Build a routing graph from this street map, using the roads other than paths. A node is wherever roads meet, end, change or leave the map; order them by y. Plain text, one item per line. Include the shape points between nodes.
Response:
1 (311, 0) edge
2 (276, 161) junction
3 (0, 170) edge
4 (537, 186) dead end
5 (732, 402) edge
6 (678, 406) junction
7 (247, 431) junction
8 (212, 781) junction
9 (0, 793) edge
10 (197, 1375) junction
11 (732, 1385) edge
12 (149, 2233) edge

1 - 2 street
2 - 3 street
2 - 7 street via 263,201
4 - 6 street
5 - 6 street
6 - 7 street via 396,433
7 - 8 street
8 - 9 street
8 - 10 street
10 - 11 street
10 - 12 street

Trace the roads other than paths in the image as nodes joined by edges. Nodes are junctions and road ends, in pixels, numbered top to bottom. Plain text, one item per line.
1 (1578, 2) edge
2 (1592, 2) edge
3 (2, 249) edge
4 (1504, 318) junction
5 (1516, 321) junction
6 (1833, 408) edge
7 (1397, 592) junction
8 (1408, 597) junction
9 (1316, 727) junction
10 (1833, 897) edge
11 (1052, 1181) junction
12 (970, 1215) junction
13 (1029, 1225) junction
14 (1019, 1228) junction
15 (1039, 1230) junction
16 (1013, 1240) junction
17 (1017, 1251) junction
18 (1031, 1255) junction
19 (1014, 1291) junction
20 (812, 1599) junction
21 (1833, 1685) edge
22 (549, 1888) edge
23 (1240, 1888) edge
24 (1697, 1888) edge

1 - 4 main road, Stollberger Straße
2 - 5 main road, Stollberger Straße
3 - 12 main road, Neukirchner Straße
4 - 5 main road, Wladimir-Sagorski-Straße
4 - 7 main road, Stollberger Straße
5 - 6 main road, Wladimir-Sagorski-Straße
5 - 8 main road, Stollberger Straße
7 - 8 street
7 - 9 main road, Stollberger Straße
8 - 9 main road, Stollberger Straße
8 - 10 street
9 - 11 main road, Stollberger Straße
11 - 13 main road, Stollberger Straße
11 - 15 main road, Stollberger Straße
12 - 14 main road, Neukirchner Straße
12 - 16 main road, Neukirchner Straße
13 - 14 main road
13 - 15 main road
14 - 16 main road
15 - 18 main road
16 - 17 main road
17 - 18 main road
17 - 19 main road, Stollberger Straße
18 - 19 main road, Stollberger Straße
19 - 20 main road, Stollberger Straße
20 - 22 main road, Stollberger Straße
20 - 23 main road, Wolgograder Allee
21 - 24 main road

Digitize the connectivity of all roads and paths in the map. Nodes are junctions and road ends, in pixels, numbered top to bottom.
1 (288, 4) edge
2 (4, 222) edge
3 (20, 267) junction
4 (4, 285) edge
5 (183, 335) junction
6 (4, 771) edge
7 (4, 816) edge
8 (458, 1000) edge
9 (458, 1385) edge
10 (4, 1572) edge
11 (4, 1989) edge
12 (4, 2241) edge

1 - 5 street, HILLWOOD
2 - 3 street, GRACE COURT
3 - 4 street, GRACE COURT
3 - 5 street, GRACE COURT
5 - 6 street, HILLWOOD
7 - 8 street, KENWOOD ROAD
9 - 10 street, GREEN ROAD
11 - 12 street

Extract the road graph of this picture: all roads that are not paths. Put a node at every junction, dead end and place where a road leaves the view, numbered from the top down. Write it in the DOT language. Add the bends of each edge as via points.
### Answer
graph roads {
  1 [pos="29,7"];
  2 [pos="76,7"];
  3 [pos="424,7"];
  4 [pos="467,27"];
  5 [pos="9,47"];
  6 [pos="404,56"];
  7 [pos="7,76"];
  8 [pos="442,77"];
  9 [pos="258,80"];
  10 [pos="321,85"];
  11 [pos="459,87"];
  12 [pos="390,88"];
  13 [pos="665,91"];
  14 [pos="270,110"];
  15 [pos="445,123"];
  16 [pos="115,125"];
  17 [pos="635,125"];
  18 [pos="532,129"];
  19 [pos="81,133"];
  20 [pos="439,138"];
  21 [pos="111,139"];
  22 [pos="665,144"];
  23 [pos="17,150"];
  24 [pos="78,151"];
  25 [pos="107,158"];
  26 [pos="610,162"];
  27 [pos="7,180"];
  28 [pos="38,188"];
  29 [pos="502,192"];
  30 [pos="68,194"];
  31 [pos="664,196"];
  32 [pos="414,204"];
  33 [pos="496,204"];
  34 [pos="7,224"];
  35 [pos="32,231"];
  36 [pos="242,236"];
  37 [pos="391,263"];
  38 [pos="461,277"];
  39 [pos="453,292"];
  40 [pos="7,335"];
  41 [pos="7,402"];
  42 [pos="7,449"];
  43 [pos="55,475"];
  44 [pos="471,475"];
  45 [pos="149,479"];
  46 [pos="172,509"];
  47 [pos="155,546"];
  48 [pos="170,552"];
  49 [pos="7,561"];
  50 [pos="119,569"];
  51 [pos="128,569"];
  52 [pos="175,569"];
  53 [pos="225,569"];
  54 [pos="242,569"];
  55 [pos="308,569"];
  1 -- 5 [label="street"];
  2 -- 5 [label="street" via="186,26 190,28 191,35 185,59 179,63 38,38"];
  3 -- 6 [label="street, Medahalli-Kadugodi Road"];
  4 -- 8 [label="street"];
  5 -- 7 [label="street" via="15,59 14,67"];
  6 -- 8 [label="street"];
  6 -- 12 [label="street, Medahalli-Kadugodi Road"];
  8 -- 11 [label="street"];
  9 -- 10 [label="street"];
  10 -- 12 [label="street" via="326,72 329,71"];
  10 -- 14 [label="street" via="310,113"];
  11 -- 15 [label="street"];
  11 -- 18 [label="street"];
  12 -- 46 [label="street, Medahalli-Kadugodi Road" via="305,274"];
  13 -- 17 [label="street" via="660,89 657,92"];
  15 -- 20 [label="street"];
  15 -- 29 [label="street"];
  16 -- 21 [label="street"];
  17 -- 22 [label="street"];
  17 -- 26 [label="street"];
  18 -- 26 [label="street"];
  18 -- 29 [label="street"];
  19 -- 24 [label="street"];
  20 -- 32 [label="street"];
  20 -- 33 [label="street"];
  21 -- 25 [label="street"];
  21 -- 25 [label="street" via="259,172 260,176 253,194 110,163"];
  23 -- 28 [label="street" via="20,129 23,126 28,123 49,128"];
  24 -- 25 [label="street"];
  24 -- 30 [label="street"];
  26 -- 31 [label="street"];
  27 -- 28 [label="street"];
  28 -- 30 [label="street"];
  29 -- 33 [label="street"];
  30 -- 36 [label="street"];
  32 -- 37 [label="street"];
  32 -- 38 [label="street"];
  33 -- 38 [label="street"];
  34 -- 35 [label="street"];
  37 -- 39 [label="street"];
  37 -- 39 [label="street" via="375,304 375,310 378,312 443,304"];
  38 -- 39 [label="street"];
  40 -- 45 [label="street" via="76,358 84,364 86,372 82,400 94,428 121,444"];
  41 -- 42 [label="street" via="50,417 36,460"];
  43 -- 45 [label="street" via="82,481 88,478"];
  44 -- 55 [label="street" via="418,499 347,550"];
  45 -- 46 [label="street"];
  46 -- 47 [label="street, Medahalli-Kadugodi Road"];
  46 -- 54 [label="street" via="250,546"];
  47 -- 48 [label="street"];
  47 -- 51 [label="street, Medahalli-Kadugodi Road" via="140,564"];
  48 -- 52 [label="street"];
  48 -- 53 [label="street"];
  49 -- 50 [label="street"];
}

Work item:
Retype the portion of the data above that starts on the line with "Digitize the connectivity" and finishes on the line with "Extract the road", including both of those lines.

Answer to the problem:
Digitize the connectivity of all roads and paths in the map. Nodes are junctions and road ends, in pixels, numbered top to bottom.
1 (288, 4) edge
2 (4, 222) edge
3 (20, 267) junction
4 (4, 285) edge
5 (183, 335) junction
6 (4, 771) edge
7 (4, 816) edge
8 (458, 1000) edge
9 (458, 1385) edge
10 (4, 1572) edge
11 (4, 1989) edge
12 (4, 2241) edge

1 - 5 street, HILLWOOD
2 - 3 street, GRACE COURT
3 - 4 street, GRACE COURT
3 - 5 street, GRACE COURT
5 - 6 street, HILLWOOD
7 - 8 street, KENWOOD ROAD
9 - 10 street, GREEN ROAD
11 - 12 street

Extract the road graph of this picture: all roads that are not paths. Put a node at every junction, dead end and place where a road leaves the view, numbered from the top down. Write it in the DOT language. Add the bends of each edge as via points.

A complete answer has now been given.